Reducing No-Fault Divorce Separation to One Year: The Significant Impact on Divorcing Couples with Business Interests

January 26, 2017

By Mary Cushing Doherty

Before Pennsylvania’s Act 102 became law in late 2016, parties to a divorce in most Pennsylvania counties were unable to meet with a divorce Master until they had established grounds.  Without both parties filing Consents to the divorce, the delay put the business owner’s livelihood at risk.  To establish grounds in a unilateral no-fault divorce, a Complaint must be filed and an Affidavit must be filed and served stating the parties have been living separate and apart for a period of at least two years.  If an opposing spouse does not deny the allegation set forth in the affidavit, grounds are met, however, if that spouse denies the stated date of separation, the parties will litigate for several months over the date of separation before they address distribution of assets upon divorce.  Once grounds are established, the parties face delay in updating discovery as the value of the business at two dates: date of separation and current date must be presented to the Court.

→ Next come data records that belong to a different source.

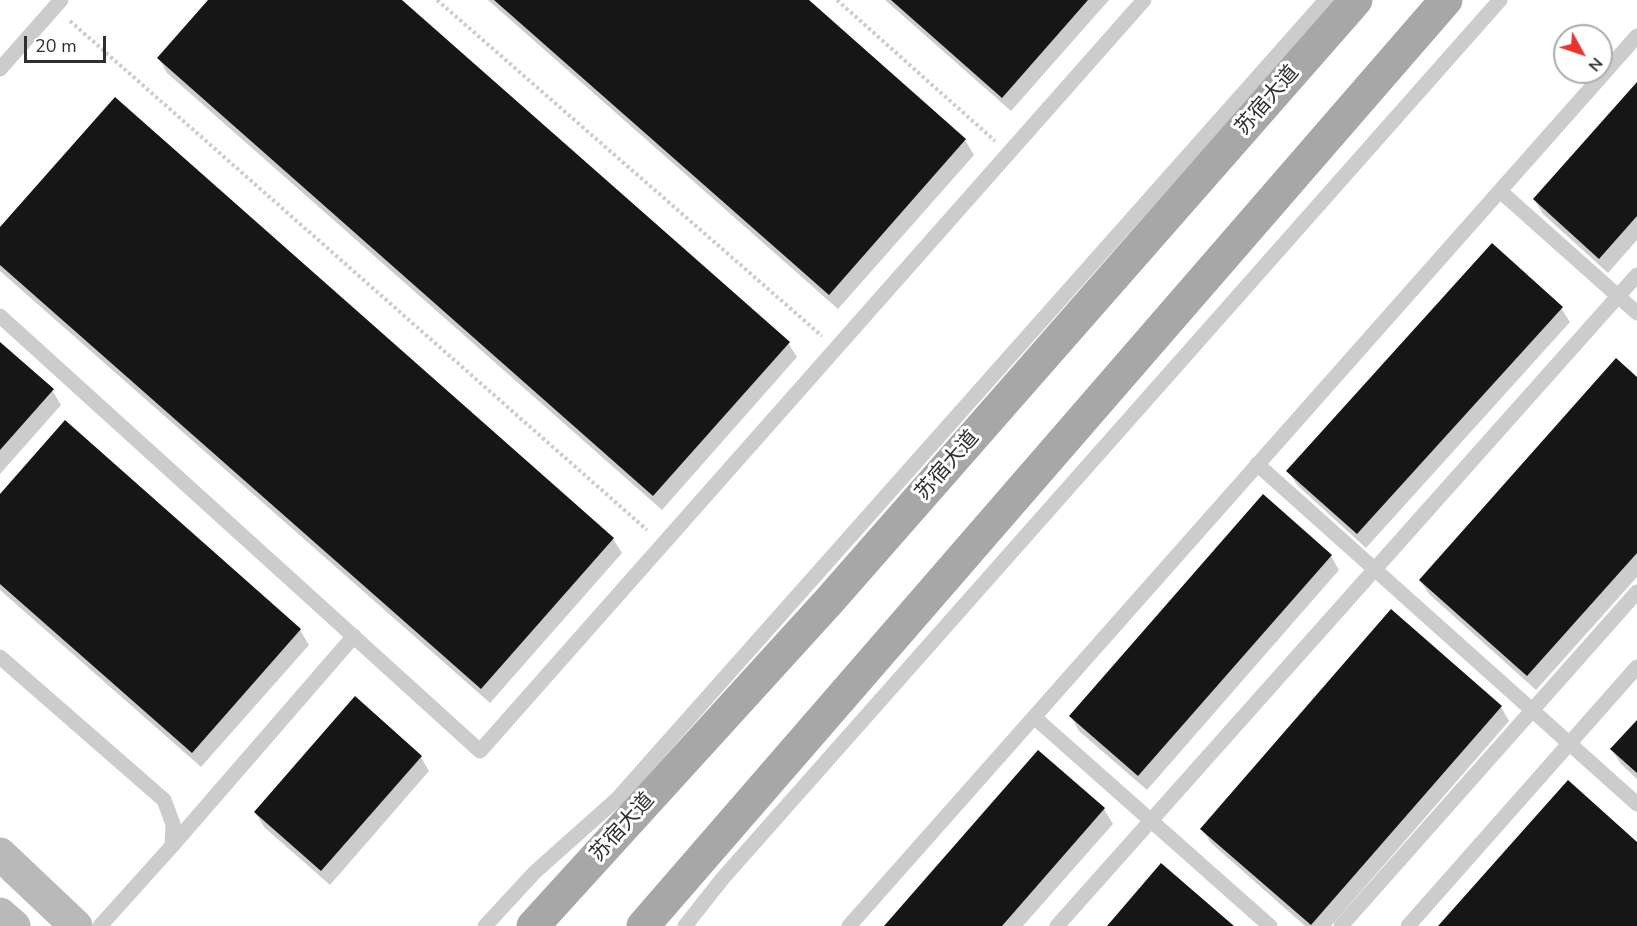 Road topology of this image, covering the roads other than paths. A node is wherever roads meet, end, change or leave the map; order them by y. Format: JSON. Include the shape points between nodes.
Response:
{"nodes":[{"id":1,"x":1144,"y":0,"type":"edge"},
{"id":2,"x":1326,"y":0,"type":"edge"},
{"id":3,"x":1356,"y":0,"type":"edge"},
{"id":4,"x":1446,"y":0,"type":"edge"},
{"id":5,"x":1500,"y":0,"type":"edge"},
{"id":6,"x":58,"y":4,"type":"edge"},
{"id":7,"x":1637,"y":36,"type":"edge"},
{"id":8,"x":0,"y":69,"type":"edge"},
{"id":9,"x":1500,"y":191,"type":"junction"},
{"id":10,"x":1637,"y":274,"type":"edge"},
{"id":11,"x":1618,"y":296,"type":"junction"},
{"id":12,"x":1637,"y":313,"type":"edge"},
{"id":13,"x":0,"y":316,"type":"edge"},
{"id":14,"x":1257,"y":464,"type":"junction"},
{"id":15,"x":1374,"y":569,"type":"junction"},
{"id":16,"x":1637,"y":592,"type":"edge"},
{"id":17,"x":354,"y":636,"type":"junction"},
{"id":18,"x":0,"y":657,"type":"edge"},
{"id":19,"x":1637,"y":667,"type":"edge"},
{"id":20,"x":1533,"y":710,"type":"junction"},
{"id":21,"x":1034,"y":717,"type":"junction"},
{"id":22,"x":1570,"y":743,"type":"junction"},
{"id":23,"x":1637,"y":804,"type":"edge"},
{"id":24,"x":1151,"y":821,"type":"junction"},
{"id":25,"x":172,"y":846,"type":"junction"},
{"id":26,"x":0,"y":854,"type":"edge"},
{"id":27,"x":0,"y":914,"type":"edge"},
{"id":28,"x":14,"y":926,"type":"edge"},
{"id":29,"x":76,"y":926,"type":"edge"},
{"id":30,"x":100,"y":926,"type":"edge"},
{"id":31,"x":486,"y":926,"type":"edge"},
{"id":32,"x":533,"y":926,"type":"edge"},
{"id":33,"x":643,"y":926,"type":"edge"},
{"id":34,"x":685,"y":926,"type":"edge"},
{"id":35,"x":849,"y":926,"type":"edge"},
{"id":36,"x":1057,"y":926,"type":"edge"},
{"id":37,"x":1270,"y":926,"type":"edge"},
{"id":38,"x":1341,"y":926,"type":"edge"},
{"id":39,"x":1408,"y":926,"type":"edge"}],
"edges":[{"from":1,"to":17,"type":"lane","via":[[480,751]]},
{"from":2,"to":31,"type":"lane","via":[[618,798],[535,872]]},
{"from":3,"to":32,"type":"main road","name":"苏宿大道","via":[[830,600]]},
{"from":4,"to":33,"type":"main road"},
{"from":5,"to":34,"type":"lane","via":[[723,878]]},
{"from":6,"to":8,"type":"lane"},
{"from":7,"to":9,"type":"lane"},
{"from":9,"to":11,"type":"lane"},
{"from":9,"to":14,"type":"lane"},
{"from":10,"to":11,"type":"lane"},
{"from":11,"to":12,"type":"lane"},
{"from":11,"to":15,"type":"lane"},
{"from":13,"to":17,"type":"lane"},
{"from":14,"to":15,"type":"lane"},
{"from":14,"to":21,"type":"lane"},
{"from":15,"to":20,"type":"lane"},
{"from":15,"to":24,"type":"lane"},
{"from":16,"to":20,"type":"lane"},
{"from":17,"to":25,"type":"lane"},
{"from":18,"to":25,"type":"lane","via":[[164,800],[173,825]]},
{"from":19,"to":22,"type":"lane"},
{"from":20,"to":22,"type":"lane"},
{"from":20,"to":38,"type":"lane"},
{"from":21,"to":24,"type":"lane"},
{"from":21,"to":35,"type":"lane"},
{"from":22,"to":23,"type":"lane"},
{"from":22,"to":39,"type":"lane"},
{"from":24,"to":36,"type":"lane"},
{"from":24,"to":37,"type":"lane"},
{"from":25,"to":30,"type":"lane"},
{"from":26,"to":29,"type":"main road"},
{"from":27,"to":28,"type":"main road"}]} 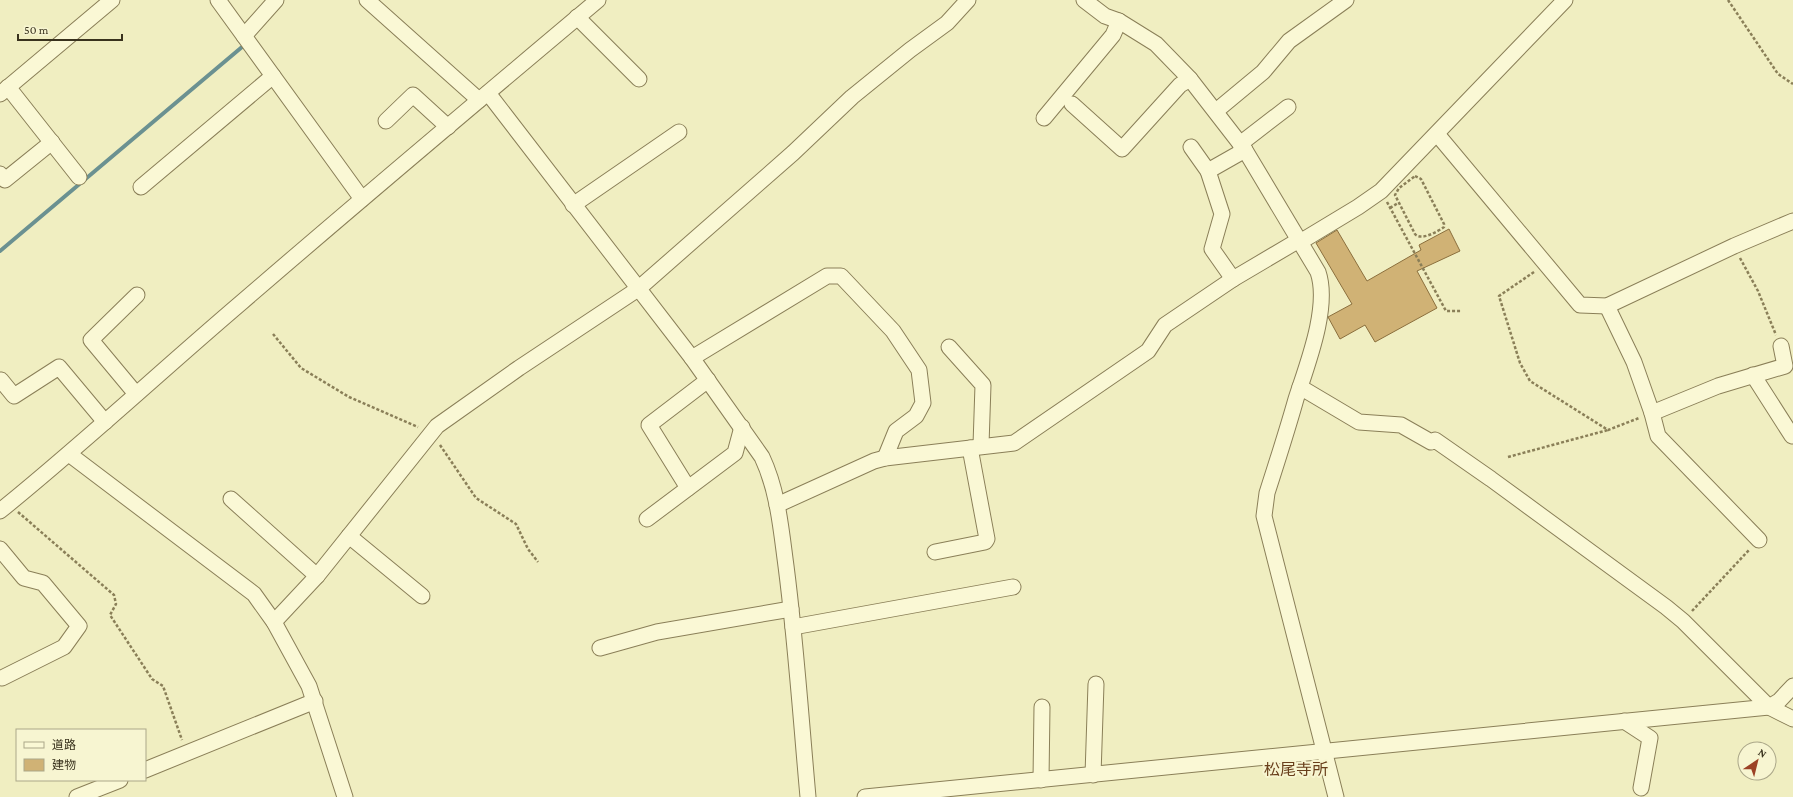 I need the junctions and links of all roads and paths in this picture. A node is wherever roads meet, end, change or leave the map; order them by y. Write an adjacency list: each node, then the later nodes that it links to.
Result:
1 (112, 0): 18 (street)
2 (218, 0): 13 (street)
3 (276, 0): 13 (street)
4 (367, 0): 19 (street)
5 (598, 0): 11 (street)
6 (968, 0): 45 (street)
7 (1084, 0): 12 (street)
8 (1346, 0): 22 (street)
9 (1565, 0): 27 (street)
10 (1728, 0): 17 (path)
11 (577, 17): 15 (street); 19 (street)
12 (1119, 22): 16 (street); 23 (street)
13 (244, 36): 14 (street)
14 (273, 76): 34 (street); 36 (street)
15 (639, 79)
16 (1190, 80): 20 (street); 22 (street)
17 (1793, 84)
18 (2, 91): 28 (street)
19 (483, 97): 25 (street); 38 (street)
20 (1072, 104)
21 (1288, 107): 30 (street)
22 (1216, 111): 30 (street)
23 (1044, 118)
24 (386, 121): 25 (street)
25 (448, 127): 36 (street)
26 (679, 132): 38 (street)
27 (1437, 134): 35 (street); 43 (street)
28 (52, 142): 32 (street); 33 (street)
29 (1191, 147): 31 (street)
30 (1243, 147): 31 (street); 41 (street)
31 (1208, 171): 44 (street)
32 (0, 174)
33 (80, 177)
34 (141, 187)
35 (1382, 191): 39 (path); 41 (street)
36 (362, 199): 57 (street)
37 (1398, 203): 37 (path); 39 (path)
38 (573, 205): 45 (street)
39 (1390, 208): 48 (path)
40 (1793, 221): 42 (street)
41 (1299, 241): 44 (street); 56 (street)
42 (1734, 246): 47 (street); 50 (path)
43 (1546, 264): 47 (street); 61 (path)
44 (1233, 279): 64 (street)
45 (638, 289): 52 (street); 62 (street)
46 (137, 295): 57 (street)
47 (1607, 306): 58 (street)
48 (1461, 311)
49 (273, 334): 62 (path)
50 (1781, 346): 53 (street)
51 (948, 347): 64 (street)
52 (692, 358): 55 (street); 67 (street)
53 (1753, 375): 58 (street); 63 (street)
54 (1, 380): 59 (street)
55 (708, 380): 60 (street); 68 (street)
56 (1300, 387): 82 (street); 94 (street)
57 (136, 394): 59 (street)
58 (1652, 413): 61 (path); 74 (street)
59 (105, 422): 65 (street)
60 (742, 428): 68 (street); 70 (street)
61 (1608, 430): 66 (path)
62 (432, 433): 73 (street); 77 (path)
63 (1792, 436)
64 (975, 447): 67 (street); 76 (street)
65 (70, 454): 71 (street); 83 (street)
66 (1508, 457)
67 (885, 458): 70 (street)
68 (688, 488): 72 (street)
69 (231, 499): 78 (street)
70 (777, 505): 81 (street)
71 (4, 507): 95 (path)
72 (647, 519)
73 (349, 536): 78 (street); 80 (street)
74 (1759, 540): 82 (path)
75 (0, 549): 86 (street)
76 (935, 552)
77 (538, 562)
78 (317, 576): 83 (street)
79 (1013, 587): 84 (street)
80 (422, 596)
81 (791, 609): 84 (street); 85 (street)
82 (1683, 621): 91 (street)
83 (274, 622): 89 (street)
84 (793, 627): 103 (street)
85 (600, 648)
86 (2, 678)
87 (1096, 684): 97 (street)
88 (1793, 686): 91 (street)
89 (315, 701): 95 (street); 102 (street)
90 (1042, 707): 98 (street)
91 (1769, 707): 92 (street); 93 (street)
92 (1793, 719)
93 (1624, 721): 94 (street); 100 (street)
94 (1325, 752): 97 (street); 105 (street)
95 (187, 753): 96 (street)
96 (146, 770)
97 (1094, 774): 98 (street)
98 (1041, 780): 104 (street)
99 (117, 781): 101 (street)
100 (1641, 788)
101 (77, 797)
102 (345, 797)
103 (808, 797)
104 (865, 797)
105 (1336, 797)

Businesses suffer due to delay caused by litigation.  The two year waiting period previously required for no-fault divorce often unduly burdened the business owner.  Furthermore, disputes related to date of separation, discovery, valuation at two dates, as well as delays caused by busy Masters and judges led to a trial in three, four or five years after separation.  A spouse who is consumed by divorce litigation will likely give less attention to the success of her or his business.  A manipulative spouse who is the business owner, will have more time to run the business into the ground, or hide assets and income connected to the business so the dependent spouse cannot easily value the business assets available for equitable distribution.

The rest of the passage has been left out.